The gold bugs are getting crushed ever harder as the price of gold is now well into a bear market. Gold is losing its biggest bulls on top of the constant negative reports that keep coming out. Bank of America/Merrill Lynch is jumping on the "sell gold" bandwagon by downgrading the metal's weighting and price targets this Thursday. The report addresses oil prices as well.
Bank of America Corp.'s (NYSE: BAC) report is called "The Thundering Word: The Gold Flush" and it shows what BofA expects now that gold is down $300 and oil is down more than $20 in the past eight weeks. Its commodity strategists see risks that gold could fall yet another $150 per ounce. BofA also has removed its $2,000 gold price target for 2014, and the firm went even further by reducing its core asset allocation in precious metals from bullish to neutral. Today's downgrade called gold an idiosyncratic commodity. Yep, another gold bull has run the streets and been slaughtered. On oil, BofA shows that the risk for Brent crude is down to less than $95 near term.

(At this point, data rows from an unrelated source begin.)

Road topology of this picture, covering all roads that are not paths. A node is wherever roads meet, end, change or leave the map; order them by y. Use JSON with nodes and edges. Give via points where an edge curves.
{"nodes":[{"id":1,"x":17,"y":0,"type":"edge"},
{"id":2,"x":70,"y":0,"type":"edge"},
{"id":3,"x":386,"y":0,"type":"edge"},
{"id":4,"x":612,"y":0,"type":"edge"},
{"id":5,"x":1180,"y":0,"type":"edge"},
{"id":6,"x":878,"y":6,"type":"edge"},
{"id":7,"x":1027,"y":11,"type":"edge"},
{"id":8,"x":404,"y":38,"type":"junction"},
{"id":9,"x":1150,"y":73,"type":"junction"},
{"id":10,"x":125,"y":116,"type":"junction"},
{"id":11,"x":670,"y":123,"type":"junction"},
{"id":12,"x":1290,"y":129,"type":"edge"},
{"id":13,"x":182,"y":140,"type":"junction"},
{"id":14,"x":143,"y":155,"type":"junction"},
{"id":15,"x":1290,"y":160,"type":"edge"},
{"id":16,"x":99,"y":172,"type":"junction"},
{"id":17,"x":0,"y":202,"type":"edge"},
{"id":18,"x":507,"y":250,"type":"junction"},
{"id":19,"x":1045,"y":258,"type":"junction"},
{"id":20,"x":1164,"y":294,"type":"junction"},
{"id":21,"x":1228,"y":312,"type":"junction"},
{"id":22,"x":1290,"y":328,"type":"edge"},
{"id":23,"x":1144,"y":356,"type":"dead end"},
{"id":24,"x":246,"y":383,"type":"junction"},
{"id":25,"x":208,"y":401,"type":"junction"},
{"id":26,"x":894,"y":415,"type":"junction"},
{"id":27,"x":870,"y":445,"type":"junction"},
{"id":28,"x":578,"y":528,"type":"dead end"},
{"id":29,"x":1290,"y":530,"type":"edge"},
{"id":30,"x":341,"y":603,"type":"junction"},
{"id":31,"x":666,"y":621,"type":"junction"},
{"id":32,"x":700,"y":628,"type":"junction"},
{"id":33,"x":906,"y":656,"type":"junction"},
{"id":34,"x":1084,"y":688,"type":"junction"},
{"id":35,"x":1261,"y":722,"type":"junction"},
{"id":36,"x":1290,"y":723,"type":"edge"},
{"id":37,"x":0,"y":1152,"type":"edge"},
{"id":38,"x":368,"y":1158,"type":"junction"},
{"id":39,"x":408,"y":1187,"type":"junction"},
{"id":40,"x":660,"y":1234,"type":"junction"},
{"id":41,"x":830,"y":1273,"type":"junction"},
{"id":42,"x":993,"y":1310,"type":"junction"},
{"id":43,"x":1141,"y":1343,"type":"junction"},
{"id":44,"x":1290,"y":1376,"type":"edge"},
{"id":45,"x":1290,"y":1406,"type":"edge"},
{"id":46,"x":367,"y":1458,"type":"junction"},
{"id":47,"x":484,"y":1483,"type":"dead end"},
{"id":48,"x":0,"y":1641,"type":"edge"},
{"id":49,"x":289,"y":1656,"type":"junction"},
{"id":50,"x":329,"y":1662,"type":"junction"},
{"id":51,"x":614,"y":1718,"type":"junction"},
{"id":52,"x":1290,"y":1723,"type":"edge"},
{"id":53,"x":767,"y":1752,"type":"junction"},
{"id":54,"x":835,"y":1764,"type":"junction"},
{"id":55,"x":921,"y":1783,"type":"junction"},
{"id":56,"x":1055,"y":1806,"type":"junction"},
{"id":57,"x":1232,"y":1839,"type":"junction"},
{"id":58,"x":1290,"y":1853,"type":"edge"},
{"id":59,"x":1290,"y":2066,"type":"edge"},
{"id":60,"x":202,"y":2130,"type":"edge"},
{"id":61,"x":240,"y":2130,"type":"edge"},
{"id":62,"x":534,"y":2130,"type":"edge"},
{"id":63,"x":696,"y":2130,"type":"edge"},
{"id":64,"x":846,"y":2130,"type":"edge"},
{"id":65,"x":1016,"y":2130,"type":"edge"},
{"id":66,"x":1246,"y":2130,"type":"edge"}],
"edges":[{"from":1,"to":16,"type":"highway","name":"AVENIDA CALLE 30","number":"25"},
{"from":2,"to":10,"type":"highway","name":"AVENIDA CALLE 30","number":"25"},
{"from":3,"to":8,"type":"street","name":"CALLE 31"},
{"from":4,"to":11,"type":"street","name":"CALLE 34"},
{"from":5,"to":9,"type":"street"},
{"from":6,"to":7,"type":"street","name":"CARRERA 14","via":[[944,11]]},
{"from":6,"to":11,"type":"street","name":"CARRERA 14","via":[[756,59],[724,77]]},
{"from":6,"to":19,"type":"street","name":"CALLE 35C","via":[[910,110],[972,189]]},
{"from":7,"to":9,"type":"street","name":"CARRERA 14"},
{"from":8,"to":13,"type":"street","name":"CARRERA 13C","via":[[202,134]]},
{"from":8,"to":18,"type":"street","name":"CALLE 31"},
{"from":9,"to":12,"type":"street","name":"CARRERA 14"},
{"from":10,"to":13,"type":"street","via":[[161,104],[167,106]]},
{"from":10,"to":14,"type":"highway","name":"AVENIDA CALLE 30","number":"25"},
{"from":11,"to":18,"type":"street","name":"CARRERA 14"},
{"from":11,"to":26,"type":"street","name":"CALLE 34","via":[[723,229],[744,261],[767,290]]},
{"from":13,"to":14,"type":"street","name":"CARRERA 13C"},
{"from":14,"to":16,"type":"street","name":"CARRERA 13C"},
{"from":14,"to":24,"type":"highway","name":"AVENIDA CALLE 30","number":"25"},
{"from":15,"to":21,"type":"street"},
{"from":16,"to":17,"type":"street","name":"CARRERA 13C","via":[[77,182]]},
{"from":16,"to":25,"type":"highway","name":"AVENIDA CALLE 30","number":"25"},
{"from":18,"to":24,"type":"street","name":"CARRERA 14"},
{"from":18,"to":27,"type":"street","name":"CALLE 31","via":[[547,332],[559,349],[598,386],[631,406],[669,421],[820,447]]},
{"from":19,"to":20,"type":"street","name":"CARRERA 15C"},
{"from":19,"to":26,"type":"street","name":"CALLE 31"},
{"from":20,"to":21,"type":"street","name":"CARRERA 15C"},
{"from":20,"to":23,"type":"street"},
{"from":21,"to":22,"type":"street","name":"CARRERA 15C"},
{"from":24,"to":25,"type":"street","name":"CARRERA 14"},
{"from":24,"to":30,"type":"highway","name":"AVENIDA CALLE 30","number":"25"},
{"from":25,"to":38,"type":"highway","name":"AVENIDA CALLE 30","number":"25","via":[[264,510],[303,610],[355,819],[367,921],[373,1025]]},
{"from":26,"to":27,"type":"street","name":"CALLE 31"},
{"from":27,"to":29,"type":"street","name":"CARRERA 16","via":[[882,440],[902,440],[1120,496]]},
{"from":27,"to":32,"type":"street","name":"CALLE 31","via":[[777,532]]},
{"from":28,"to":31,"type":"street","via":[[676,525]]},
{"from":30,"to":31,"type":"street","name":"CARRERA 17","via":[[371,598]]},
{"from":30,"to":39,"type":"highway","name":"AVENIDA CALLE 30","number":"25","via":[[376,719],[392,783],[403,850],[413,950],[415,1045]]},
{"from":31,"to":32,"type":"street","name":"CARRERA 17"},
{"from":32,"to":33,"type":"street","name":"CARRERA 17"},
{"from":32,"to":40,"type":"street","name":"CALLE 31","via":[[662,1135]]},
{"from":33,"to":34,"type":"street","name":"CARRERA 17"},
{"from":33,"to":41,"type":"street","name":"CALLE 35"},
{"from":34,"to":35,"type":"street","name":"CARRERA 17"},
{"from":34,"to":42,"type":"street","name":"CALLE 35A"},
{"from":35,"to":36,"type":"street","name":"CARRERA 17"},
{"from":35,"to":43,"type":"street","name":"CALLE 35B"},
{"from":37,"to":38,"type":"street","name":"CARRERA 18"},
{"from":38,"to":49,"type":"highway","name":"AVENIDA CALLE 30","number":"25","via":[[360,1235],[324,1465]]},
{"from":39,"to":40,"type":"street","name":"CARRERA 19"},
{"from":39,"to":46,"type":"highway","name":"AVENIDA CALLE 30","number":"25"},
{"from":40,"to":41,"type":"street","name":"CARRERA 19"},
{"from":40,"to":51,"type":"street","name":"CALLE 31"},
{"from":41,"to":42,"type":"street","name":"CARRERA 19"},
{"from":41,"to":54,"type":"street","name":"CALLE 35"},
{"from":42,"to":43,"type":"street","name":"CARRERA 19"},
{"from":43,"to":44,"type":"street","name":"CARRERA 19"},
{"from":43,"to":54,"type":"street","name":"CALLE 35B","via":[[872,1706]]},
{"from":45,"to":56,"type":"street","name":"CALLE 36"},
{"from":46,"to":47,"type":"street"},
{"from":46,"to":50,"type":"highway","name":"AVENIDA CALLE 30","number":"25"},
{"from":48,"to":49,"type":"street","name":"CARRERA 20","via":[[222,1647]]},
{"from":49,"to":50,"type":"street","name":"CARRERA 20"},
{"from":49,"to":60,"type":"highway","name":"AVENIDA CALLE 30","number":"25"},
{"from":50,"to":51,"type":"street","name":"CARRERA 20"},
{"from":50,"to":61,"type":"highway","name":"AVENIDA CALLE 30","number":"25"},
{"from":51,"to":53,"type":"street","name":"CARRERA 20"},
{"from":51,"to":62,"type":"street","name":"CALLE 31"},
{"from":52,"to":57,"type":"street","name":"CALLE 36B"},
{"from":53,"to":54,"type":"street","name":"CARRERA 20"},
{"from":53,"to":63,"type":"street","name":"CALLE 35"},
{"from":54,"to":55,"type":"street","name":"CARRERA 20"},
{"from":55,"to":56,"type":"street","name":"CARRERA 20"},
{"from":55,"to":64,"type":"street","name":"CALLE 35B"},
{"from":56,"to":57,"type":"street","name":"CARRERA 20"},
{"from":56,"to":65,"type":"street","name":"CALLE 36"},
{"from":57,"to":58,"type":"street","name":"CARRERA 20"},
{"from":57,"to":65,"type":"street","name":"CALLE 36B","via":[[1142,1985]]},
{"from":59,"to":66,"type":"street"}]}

A couple of takeaways can be noted as well. BofA indicated that secular turning points in gold prices have coincided with secular turning points for the economy and asset markets. It said, "After the plunge ends, equities tend to rally. Lower oil will be a positive automatic stabilizer for markets. We expect volatility to rise in the second quarter, and a buying opportunity to be created."
Be advised that gold is trying to show strength again with a gain of more than $20 on Thursday morning. That is still less than $1,390 per ounce, and so far most pops we have seen in the morning on gold have only led to more selling each day. NYMEX WTI crude is also up 0.6% at about $87.50 per barrel, while Brent crude shows last day prices at $98.40.
We would point out three very recent issues in gold. First off, Wall St. analysts are starting to defend the battered gold miners despite the pounding of 40% in some cases so far in 2013 alone. Another issue is that six very surprising nations have their central banks buying up the excess gold. On a last and perhaps confusing issue, PIMCO's Bill Gross sounded like he was saying "sell gold." but his public relations acted as a cleanup crew stating that it was not what he meant and that Mr. Gross would actually be a buyer of gold here.